Increasing the Usability and Cultural Relevance of an EBPI for Suicidality in Schools
- Stephanie Brewer, PhD, Postdoctoral Research Fellow, Psychiatry and Behavioral Sciences
- Janine Jones, PhD, Associate Professor, College of Education
Suicide is a major public health concern. Over the past year, 1 in 5 high school students have seriously considered suicide, and 1 in 13 have attempted suicide. Schools provide a uniquely suitable environment for the identification and management of suicide risk, yet there is no evidence-based individual-level psychosocial intervention tailored for school clinicians to use when treating suicidality in youth. Collaborative Assessment and Management of Suicide (CAMS) is a suicide-specific intervention that enables clinicians to quickly assess and treat suicidality, while being extremely trainable, flexible, and resource-efficient. Although CAMS is a promising approach to treating suicidality, interventions developed in traditional mental health settings typically cannot be used “as is” in schools. Given the complexity of the school setting and its distinctness from the traditional outpatient setting in which CAMS was developed, CAMS redesign is indicated if it is to fill the gap in school-based suicide care for the diverse students served in schools.
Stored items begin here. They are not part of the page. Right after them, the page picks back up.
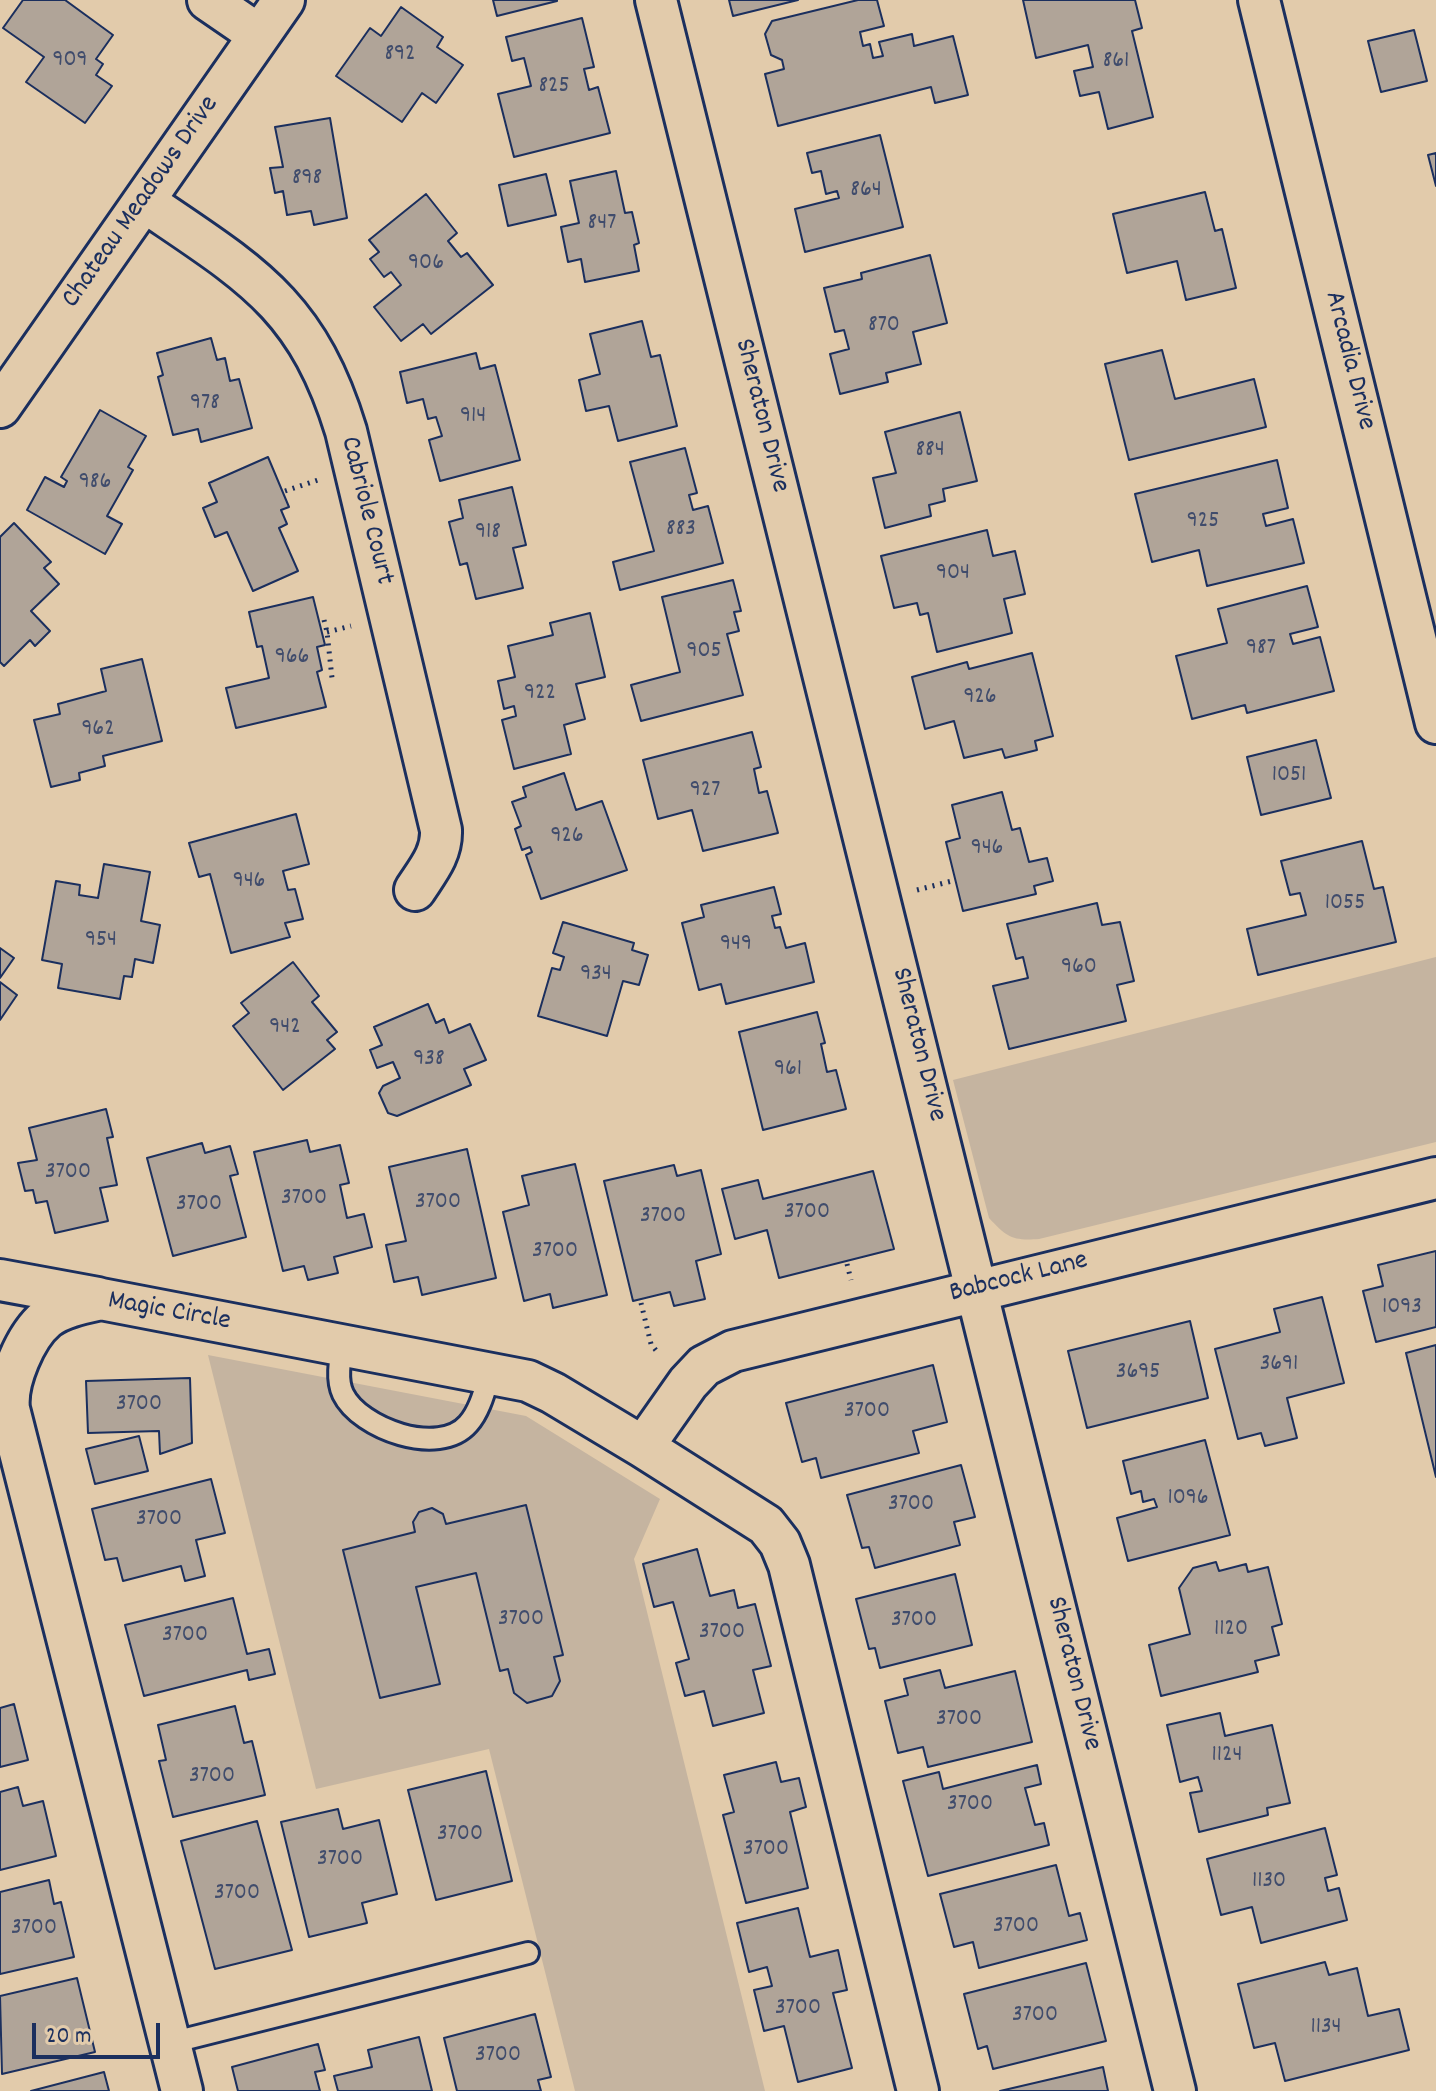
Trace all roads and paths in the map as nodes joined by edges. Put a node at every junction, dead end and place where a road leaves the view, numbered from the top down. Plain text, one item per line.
1 (208, 0) edge
2 (284, 0) edge
3 (656, 0) edge
4 (1259, 0) edge
5 (259, 35) junction
6 (145, 202) junction
7 (0, 407) edge
8 (320, 479) dead end
9 (285, 491) dead end
10 (324, 620) dead end
11 (356, 625) dead end
12 (327, 632) junction
13 (332, 678) dead end
14 (1436, 723) edge
15 (952, 881) dead end
16 (415, 890) dead end
17 (912, 892) dead end
18 (1436, 1178) edge
19 (0, 1280) edge
20 (977, 1290) junction
21 (101, 1299) junction
22 (641, 1303) dead end
23 (343, 1344) junction
24 (665, 1360) dead end
25 (490, 1373) junction
26 (643, 1447) junction
27 (528, 1953) dead end
28 (170, 2043) junction
29 (182, 2091) edge
30 (918, 2091) edge
31 (1175, 2091) edge

1 - 5 street
2 - 5 street, Chateau Meadows Drive
3 - 20 street, Sheraton Drive
4 - 14 street, Arcadia Drive
5 - 6 street, Chateau Meadows Drive
6 - 7 street, Chateau Meadows Drive
6 - 16 street, Cabriole Court
8 - 9 path
10 - 12 path
11 - 12 path
12 - 13 path
15 - 17 path
18 - 20 street, Babcock Lane
19 - 21 street
20 - 26 street, Babcock Lane
20 - 31 street, Sheraton Drive
21 - 23 street, Magic Circle
21 - 28 street, Magic Circle
22 - 24 path
23 - 25 street, Magic Circle
23 - 25 lane
25 - 26 street, Magic Circle
26 - 30 street, Magic Circle
27 - 28 lane
28 - 29 street, Magic Circle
This study will use the Discover, Design/Build, Test (DDBT) framework to redesign CAMS for high schools. DDBT integrates two methods that have complementary strengths—user-centered design and participatory action research. Using DDBT, CAMS will be tailored for high schools, resulting in significantly greater acceptability, usability, contextual appropriateness, and cultural responsiveness. Redesigning CAMS for high schools using DDBT will have a large public health impact because it will provide a highly usable intervention targeted toward treating suicidality in students and provide a proof of concept for how to redesign interventions for schools using a sequential data-driven process.